Looking for casual hotseat game recommendations
Every year my friend group and I have a long weekend meetup where we rent a house and communally nerd out with each other. Lots of tabletop gaming; plenty of Magic matches; handheld consoles everywhere; etc.
I always bring my Steam Link so people can cast their Decks to the TV, and I'm looking for recommendations for games that would be good for hotseat play where people can pass around a Deck and each play a little bit of. (So, specifically single player games rather than multiplayer games.)
In past years Peggle and Peglin have been big hits with the group. They're immediately pick-uppable even by people who don't play a lot of videogames (of which there are a few in our group). They're also eminently entertaining to watch because it's easy to tell what's going on.
I'm looking for other games that would fit the bill: casual, simple, fun, easy to hand off to others, relatively quick intervals between players. If you have any recommendations, let me know!
Keep Talking and Nobody Explodes - This is technically multi-player, but only one person is holding the deck at a time. Swapping out hot-seat defusing would be great, plus the rest of the players can help defuse either individually or together. Intervals can be super quick depend on how good or bad your communication is.
Death by Scrolling by Ron Gilbert (of Monkey Island fame) is a fun pick-up-and-play title from last year where you constantly run upwards in purgatory until you either reach the ferryman or get killed again by something. A single run takes a couple of minutes and it would be possible to hand over to a different player in between levels. The progression, humour and goal design could work well in a group setting.
Peggle is fun! Definitely keep that one in the mix.
Dorfromantik might be interesting to experiment with. It's slower paced but still easy to pick up and hand off to other people. A Little to the Left is a bit more challenging but it's a similar puzzle game that might also be interesting.
How many players are you gonna have?
Recently, I really liked Sunderfolk, which is a TTRPG-inspired game, so tactical combat, some story, but generally separated missions with a card-system. You host the game on the big screen and everyone uses their phones as a controller.
It might not fit your criterion of "easy to hand off to others".
Separately, the whole menagerie of wobbly-party-games like
comes to my mind. Those should be easy to pass along for a single round.
My regular multiplayer group and I really loved Sunderfolk, though we're in the market for something more casual for our upcoming weekend.
Should be around 10 or so people total, maybe more, maybe less. It's unlikely that everyone will be doing hotseat stuff all at once though.
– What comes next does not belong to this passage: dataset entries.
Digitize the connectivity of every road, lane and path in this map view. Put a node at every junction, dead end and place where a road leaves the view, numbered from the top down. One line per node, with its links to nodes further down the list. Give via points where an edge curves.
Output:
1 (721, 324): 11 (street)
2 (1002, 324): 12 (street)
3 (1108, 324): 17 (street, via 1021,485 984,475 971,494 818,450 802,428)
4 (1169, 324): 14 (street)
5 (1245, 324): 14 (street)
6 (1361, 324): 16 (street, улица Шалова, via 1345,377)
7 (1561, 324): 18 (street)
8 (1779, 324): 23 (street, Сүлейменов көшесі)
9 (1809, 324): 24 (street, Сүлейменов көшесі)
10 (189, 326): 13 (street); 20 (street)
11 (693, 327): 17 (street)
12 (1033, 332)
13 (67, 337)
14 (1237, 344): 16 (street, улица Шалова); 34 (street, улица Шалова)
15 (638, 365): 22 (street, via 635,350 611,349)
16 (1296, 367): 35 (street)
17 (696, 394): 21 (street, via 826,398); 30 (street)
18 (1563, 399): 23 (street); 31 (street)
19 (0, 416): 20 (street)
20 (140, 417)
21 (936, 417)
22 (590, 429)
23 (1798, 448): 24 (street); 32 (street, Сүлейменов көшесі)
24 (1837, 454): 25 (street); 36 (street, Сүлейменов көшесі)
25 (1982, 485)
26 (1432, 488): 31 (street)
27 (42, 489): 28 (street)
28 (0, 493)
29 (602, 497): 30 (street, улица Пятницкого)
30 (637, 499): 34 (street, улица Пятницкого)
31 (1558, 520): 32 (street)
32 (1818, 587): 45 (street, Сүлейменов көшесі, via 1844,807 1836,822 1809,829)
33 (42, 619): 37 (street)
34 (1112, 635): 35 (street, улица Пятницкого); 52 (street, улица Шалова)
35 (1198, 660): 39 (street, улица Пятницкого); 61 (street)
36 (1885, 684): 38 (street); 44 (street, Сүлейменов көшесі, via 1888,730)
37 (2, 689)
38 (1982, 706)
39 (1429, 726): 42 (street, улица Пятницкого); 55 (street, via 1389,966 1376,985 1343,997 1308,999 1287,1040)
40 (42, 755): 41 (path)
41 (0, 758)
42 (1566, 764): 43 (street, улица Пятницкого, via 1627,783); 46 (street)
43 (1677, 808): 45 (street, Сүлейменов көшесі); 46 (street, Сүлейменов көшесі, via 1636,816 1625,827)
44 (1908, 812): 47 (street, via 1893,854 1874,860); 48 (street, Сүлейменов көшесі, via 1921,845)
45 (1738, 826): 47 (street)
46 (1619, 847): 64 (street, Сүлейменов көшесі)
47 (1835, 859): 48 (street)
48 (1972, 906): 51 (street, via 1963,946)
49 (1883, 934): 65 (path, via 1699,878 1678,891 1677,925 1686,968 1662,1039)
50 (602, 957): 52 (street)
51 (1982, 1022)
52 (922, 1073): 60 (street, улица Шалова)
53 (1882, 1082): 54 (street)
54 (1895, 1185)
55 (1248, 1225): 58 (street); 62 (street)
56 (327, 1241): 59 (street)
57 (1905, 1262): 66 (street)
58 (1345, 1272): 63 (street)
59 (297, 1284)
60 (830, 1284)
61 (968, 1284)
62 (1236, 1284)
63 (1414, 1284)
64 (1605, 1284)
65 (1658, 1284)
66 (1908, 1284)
Hear me out, Dark Souls 3.
It's the "most casual" of the Dark Souls and I think it works really well as a hot seat game.
It's got enough teath for the sweaty players to have fun and it's easy enough for casuals to pick up and do some good, maybe not boss fights but definitely get through sections of levels.
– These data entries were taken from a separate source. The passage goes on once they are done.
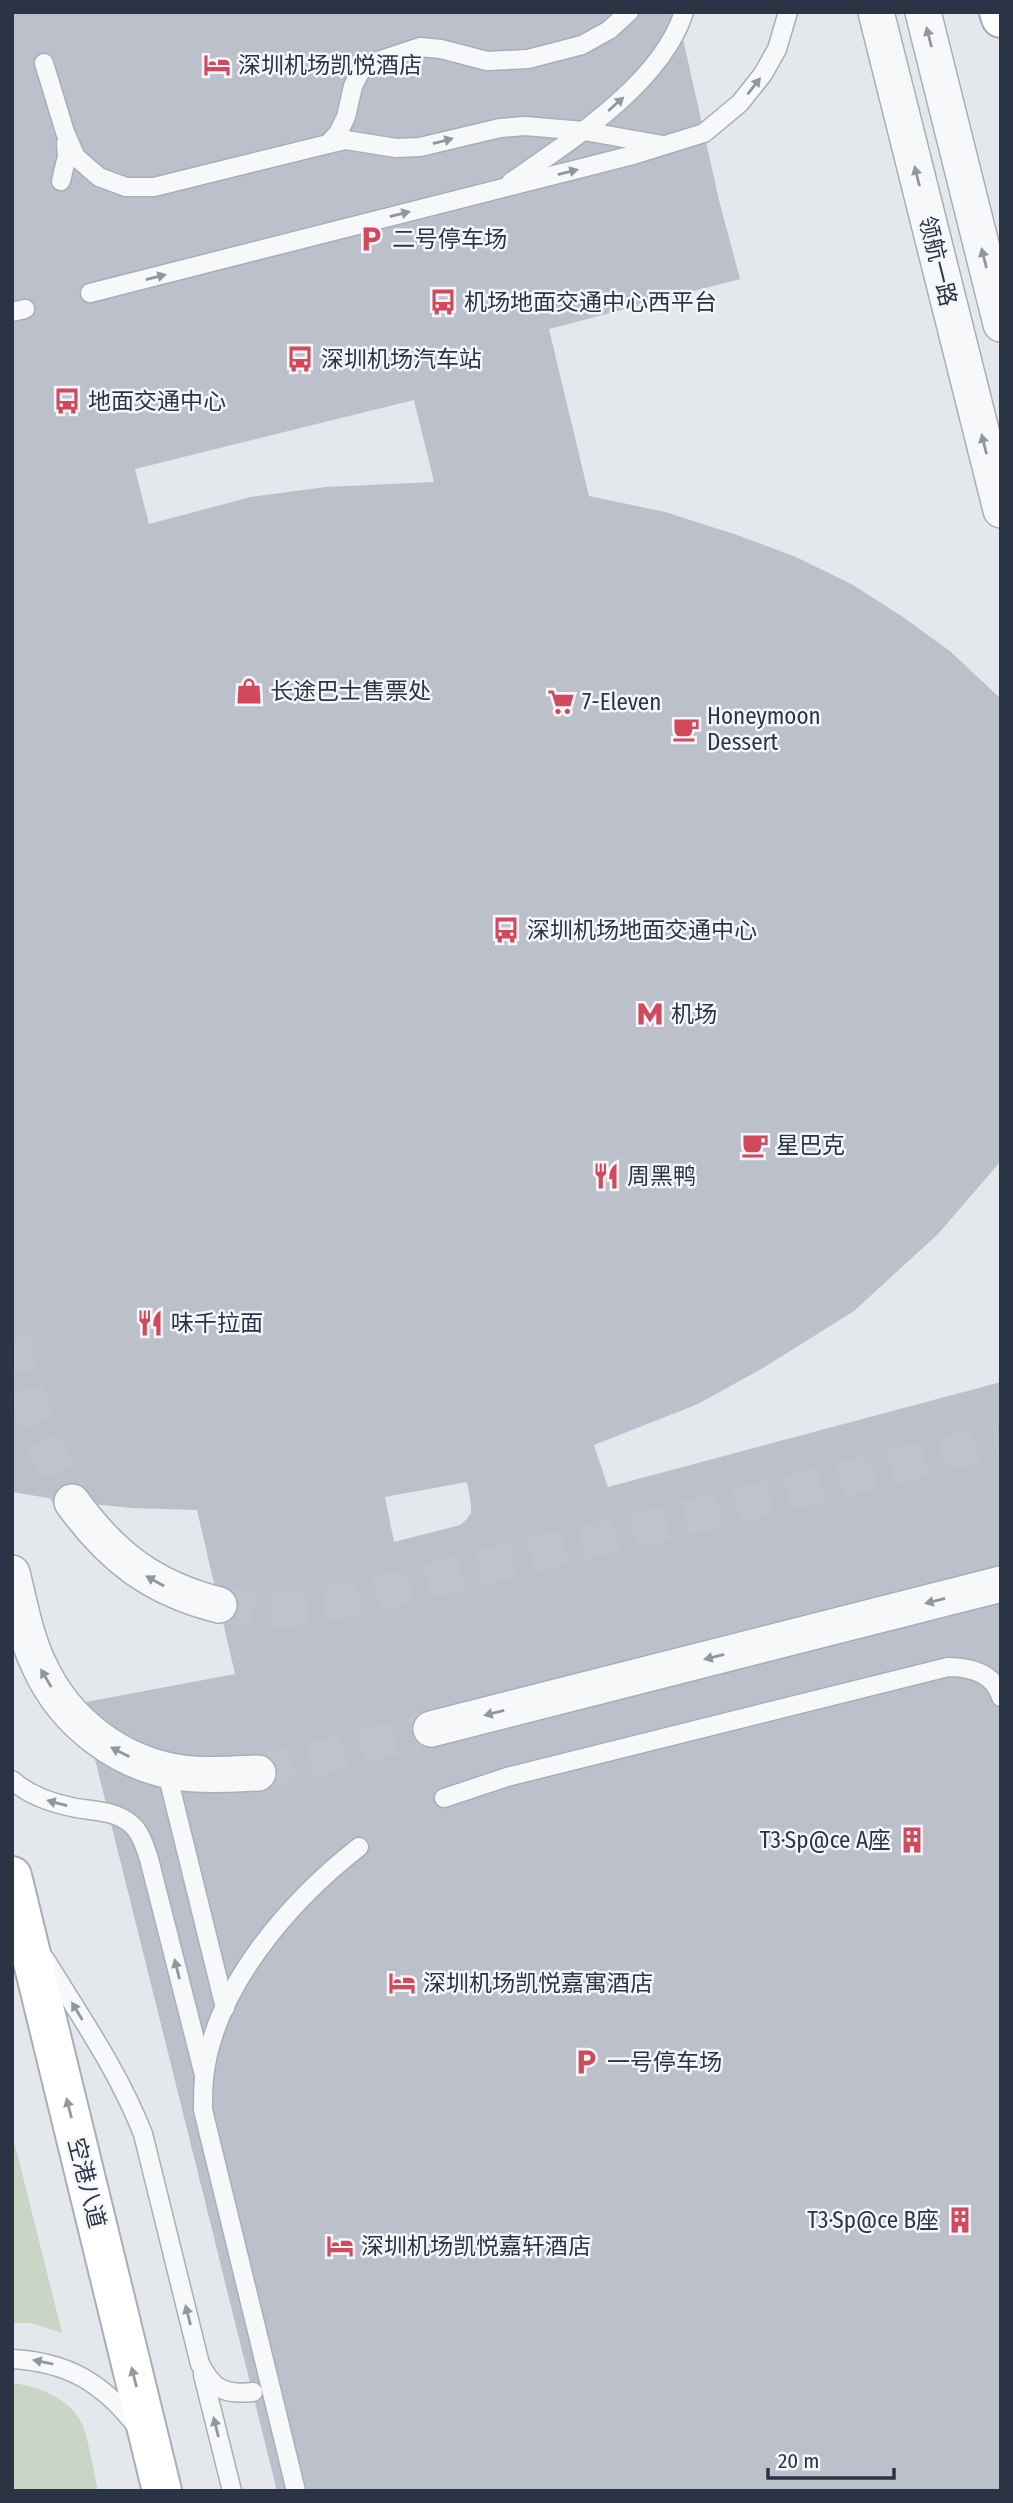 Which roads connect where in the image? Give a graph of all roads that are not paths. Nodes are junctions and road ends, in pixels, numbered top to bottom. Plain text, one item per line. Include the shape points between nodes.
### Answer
1 (629, 12) edge
2 (788, 12) edge
3 (876, 12) edge
4 (923, 12) edge
5 (999, 12) edge
6 (1001, 18) edge
7 (682, 19) edge
8 (44, 63) dead end
9 (584, 131) junction
10 (65, 132) junction
11 (328, 144) junction
12 (668, 146) junction
13 (61, 181) dead end
14 (502, 188) junction
15 (90, 293) dead end
16 (1001, 324) edge
17 (1001, 510) edge
18 (72, 1502) tunnel mouth
19 (12, 1573) edge
20 (1001, 1584) edge
21 (219, 1605) tunnel mouth
22 (1001, 1697) edge
23 (431, 1729) tunnel mouth
24 (166, 1769) junction
25 (258, 1773) tunnel mouth
26 (12, 1780) edge
27 (444, 1798) dead end
28 (359, 1847) dead end
29 (12, 1876) edge
30 (25, 1926) junction
31 (226, 2008) junction
32 (204, 2077) junction
33 (12, 2359) edge
34 (200, 2364) junction
35 (253, 2392) dead end
36 (151, 2447) junction
37 (162, 2491) edge
38 (232, 2491) edge
39 (296, 2491) edge

1 - 11 lane via 582,45 528,60 487,61 420,47 372,63 360,72 338,133
12 -> 2 lane via 704,133 740,103 763,74
17 -> 3 street, 领航一路
16 -> 4 street
5 - 6 street
9 -> 7 lane via 654,64
8 - 10 lane
11 -> 9 lane via 346,141 420,147 525,126
9 - 12 lane
9 - 14 lane
10 - 11 lane via 76,157 99,177 126,187 154,187
10 - 13 lane via 67,156
14 -> 12 lane
15 -> 14 lane
21 -> 18 street via 178,1593 135,1570 93,1531
24 -> 19 street via 108,1746 67,1710 38,1665
20 -> 23 street
22 - 27 lane via 986,1676 968,1667 948,1667 506,1777
24 - 25 street via 208,1775
24 - 31 lane
32 -> 26 lane via 149,1858 137,1830 115,1815 37,1797
28 - 31 lane via 328,1871 279,1923 248,1966
29 - 30 street, 空港八道
34 -> 30 lane via 143,2134 131,2103
36 -> 30 street, 空港八道
31 - 32 lane
32 - 39 lane via 203,2110
36 -> 33 lane via 107,2393 86,2378 36,2360
34 - 35 lane via 216,2387
38 -> 34 lane
36 - 37 street, 空港八道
You build a character together, laugh at deaths, laugh at people getting mad, jump in cheer at getting past a hard section or boss. What's not to love.
VVVVVV and GOiwBF are good for quick-handoffs. Buckshot Roulette and Spin Rhythm are switches every couple of minutes at the end of a "round". Escape Simulator, Superliminal, and Portal/Portal 2 are switch offs at the end of every "room" (iffy when rooms begin/end, and you all might be working as a group anyway). Until Dawn and The Quarry are hand-offs every time someone shits their pants.
Could go for classics with hilariously bad/poor controls like Surgeon Simulator or Octodad. Get some laughs from people struggling to perform basic actions!
Noita could be a good option.
It has a ton of content, despite being a short-form game, and it's extremely entertaining to spectate. My partner and I have played it hundreds and hundreds of times, and we're still surprised (and often laughing nearly to the point of tears) every new run.
The level transitions offer a good opportunity to swap between players. Alternatively, you could use the game's pause function to do time-based transitions (say, set an alarm every five minutes to pause and swap), which be absolutely hilarious IMO.